Romy mengunggah gambar tiga buah botol pertalite yang berbeda warna, satu botol berwarna biru dan dua botol lainnya berwarna hijau setengah kuning.

Menurut Romy, dirinya membeli pertalite sebanyak 30 liter di SPBU Medono pada rabu (19/10/16) pagi hari. Setelah dituang dalam botol dan hendak ditaruh dalam wadah dagangannya, dirinya curiga, warna pertalite yang baru saja dibeli berbeda warna dengan pertalite yang biasa ia beli.
"Pertalite yang biasa saya beli berwarna biru, tapi ini kok berwarna hijau kekuningan," ungkapnya, Kamis (20/10/16).
Adanya perbedaan warna tersebut membuat Romy menaruh kecurigaan ada yang tidak beres dengan pertalie yang ia beli.
"Saya jadi meduga kalau pertalite berwarna hijau ke kuningan tersebut telah dioplos dengan premium. Namun dijual sebagai pertalite," Duganya.
Abdul Honi, Kasir SPBU Medono saat dikonfirmasi media ini membantah kalau pertalite yang dibeli dari SPBU tempatnya bekerja dioplos dengan premium.
"Tidak benar, kami tidak pernah menjual pertalite oplosan. Kami selama ini hanya menjual saja apa adanya dari pertamina," ucapnya.
Kendati demikian, Abdul Honi mengakui kalau beberapa hari terakhir pasokan pertalite dari pertamina terdapat perubahan warna. Namun dirinya kembali menegaskan kalau warna yang berbeda itu asli dari pertamina.
"Itu asli warna pertalite dari pertamina, kalau sangsi silahkan dicek di SPBU lainnya," tegasnya.
Perubahan warna yang terjadi pada pertalite yang dimaksud, sambungnya, juga berlaku sama, terjadi juga dengan bahan bakar lainya seperti premium dan pertamax.

Terpisah, Kusnanto, kasir SPBU Merdeka membenarkan kalau perubahan warna yang dialami BBM kadang sering terjadi.
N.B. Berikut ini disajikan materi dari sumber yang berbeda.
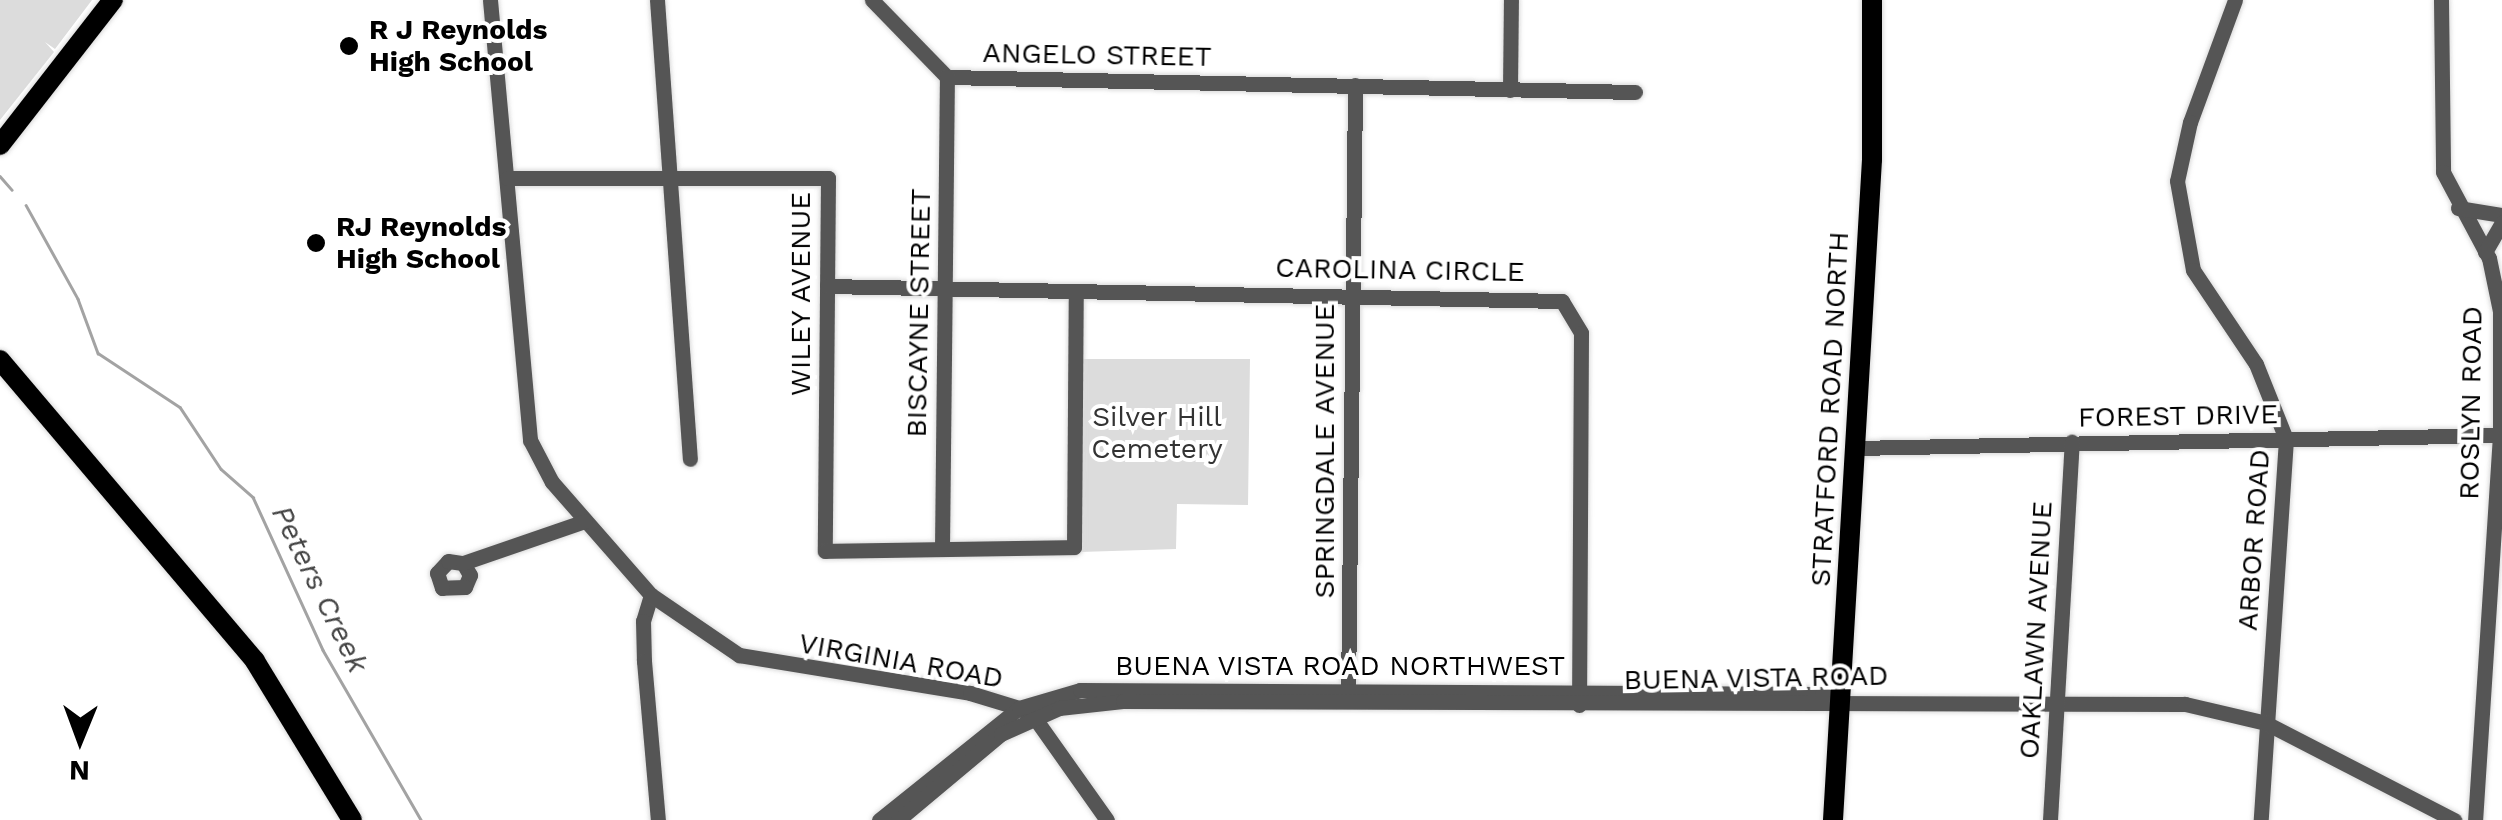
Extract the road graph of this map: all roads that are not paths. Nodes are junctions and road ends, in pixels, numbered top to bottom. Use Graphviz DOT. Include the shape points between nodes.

"Biasanya untuk pertalite berwarna biru pekat, terkadang juga berwarna biru tipis," jelasnya.
Adapun untuk warna pertalite yang berubah menjadi hijau kekuningan, dirinya tidak berani memastikan apakah itu hasil oplosan atau tidak. Yang jelas, semua BBM pernah mengalami perubahan warna.
"Untuk memastikanya itu asli atau oplosan bisa dicek pada saat serah terima kiriman dari pertamina. Mereka selalu membawa sampel, tinggal diukur saja kadar dan warnanya. Kalau sample dan isi tangki semuanya sama pasti asli. Sebab kalau berbeda, kita berhak menolak kiriman tersebut," bebernya.